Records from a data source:
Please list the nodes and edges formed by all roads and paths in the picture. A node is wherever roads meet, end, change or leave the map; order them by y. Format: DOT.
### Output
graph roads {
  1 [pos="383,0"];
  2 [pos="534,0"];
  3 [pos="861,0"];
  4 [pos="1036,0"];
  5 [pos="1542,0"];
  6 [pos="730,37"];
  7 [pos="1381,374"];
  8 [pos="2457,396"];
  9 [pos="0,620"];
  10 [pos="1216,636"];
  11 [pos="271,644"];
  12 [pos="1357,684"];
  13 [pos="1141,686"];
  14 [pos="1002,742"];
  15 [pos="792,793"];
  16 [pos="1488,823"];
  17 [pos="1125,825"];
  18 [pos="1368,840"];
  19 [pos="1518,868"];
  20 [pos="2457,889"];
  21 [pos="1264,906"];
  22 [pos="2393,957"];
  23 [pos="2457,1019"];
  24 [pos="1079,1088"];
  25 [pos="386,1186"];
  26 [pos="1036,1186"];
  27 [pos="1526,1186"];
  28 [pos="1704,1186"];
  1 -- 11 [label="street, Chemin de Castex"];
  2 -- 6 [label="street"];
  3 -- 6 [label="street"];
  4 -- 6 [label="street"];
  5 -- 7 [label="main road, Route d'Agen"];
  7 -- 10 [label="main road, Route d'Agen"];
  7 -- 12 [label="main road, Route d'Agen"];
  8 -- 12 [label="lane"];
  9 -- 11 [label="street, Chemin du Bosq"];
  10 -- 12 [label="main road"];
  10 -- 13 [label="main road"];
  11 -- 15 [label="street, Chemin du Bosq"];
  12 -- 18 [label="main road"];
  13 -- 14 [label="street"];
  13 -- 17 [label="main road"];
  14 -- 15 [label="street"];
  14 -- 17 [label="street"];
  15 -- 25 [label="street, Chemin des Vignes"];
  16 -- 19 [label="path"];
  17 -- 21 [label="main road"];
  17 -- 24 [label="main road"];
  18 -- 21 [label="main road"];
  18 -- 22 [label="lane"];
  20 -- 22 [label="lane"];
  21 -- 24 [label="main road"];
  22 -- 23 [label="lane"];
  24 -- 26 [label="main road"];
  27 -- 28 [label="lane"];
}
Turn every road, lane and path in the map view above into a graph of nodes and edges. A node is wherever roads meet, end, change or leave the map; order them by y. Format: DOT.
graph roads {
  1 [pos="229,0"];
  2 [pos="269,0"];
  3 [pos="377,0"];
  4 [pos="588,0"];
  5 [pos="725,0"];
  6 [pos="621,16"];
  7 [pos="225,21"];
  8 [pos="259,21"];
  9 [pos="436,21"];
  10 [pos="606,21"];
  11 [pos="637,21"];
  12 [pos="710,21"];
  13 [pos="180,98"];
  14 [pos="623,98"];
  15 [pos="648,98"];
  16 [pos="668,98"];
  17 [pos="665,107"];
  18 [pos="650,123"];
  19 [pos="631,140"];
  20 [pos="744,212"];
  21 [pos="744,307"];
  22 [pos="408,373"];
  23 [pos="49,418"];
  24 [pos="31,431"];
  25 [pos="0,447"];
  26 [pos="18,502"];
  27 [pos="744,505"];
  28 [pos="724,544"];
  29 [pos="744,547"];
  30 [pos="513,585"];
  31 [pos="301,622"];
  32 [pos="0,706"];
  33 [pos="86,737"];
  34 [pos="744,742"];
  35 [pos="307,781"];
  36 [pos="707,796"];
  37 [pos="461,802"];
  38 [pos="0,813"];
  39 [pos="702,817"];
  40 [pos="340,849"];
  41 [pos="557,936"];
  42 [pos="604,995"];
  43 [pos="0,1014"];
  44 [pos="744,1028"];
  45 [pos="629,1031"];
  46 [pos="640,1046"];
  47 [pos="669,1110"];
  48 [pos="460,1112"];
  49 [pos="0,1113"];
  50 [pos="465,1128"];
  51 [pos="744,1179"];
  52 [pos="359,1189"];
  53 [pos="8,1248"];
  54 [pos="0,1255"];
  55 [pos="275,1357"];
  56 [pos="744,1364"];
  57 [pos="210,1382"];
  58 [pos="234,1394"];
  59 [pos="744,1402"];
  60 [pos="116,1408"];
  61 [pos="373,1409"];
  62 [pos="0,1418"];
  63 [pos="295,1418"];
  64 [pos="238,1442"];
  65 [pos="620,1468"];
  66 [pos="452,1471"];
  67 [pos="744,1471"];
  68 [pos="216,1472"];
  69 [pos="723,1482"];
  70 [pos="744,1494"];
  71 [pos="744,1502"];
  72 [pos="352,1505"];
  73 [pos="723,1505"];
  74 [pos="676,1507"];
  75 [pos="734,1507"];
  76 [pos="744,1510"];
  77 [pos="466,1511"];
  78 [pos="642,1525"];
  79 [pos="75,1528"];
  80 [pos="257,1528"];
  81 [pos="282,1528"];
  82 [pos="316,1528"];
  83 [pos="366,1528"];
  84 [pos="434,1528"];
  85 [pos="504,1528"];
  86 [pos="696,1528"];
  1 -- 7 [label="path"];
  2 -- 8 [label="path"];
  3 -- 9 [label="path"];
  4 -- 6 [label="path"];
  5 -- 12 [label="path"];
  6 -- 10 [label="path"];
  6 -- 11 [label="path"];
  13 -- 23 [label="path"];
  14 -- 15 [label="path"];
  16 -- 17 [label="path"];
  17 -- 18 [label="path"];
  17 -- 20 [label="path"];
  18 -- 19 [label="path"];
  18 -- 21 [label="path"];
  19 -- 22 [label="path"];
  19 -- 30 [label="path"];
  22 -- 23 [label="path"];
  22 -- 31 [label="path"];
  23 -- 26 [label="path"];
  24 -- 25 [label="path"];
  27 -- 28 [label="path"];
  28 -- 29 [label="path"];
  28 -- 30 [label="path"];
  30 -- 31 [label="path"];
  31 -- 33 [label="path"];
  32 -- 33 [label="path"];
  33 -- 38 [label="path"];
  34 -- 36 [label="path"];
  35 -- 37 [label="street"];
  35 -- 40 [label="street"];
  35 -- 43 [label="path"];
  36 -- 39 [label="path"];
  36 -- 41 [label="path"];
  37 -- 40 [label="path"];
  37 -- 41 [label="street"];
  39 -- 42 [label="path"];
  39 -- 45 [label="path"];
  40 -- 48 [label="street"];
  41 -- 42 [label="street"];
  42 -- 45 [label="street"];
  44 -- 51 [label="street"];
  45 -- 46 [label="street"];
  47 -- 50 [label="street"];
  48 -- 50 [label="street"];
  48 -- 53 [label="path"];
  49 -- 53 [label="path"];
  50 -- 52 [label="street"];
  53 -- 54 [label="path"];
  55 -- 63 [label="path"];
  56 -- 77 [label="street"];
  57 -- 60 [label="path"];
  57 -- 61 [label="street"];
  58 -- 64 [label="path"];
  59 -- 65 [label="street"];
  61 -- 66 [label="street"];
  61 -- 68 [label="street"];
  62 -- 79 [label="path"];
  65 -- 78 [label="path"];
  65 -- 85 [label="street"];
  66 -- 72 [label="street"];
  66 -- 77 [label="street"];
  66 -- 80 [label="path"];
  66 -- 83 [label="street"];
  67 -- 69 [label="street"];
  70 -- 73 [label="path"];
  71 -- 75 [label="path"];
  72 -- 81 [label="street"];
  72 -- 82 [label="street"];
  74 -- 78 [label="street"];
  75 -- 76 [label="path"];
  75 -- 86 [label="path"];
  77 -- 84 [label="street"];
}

■ Task directions
Tally every line in these entries where the string "leave" occurs. The tally alone is the answer.

■ Task output
2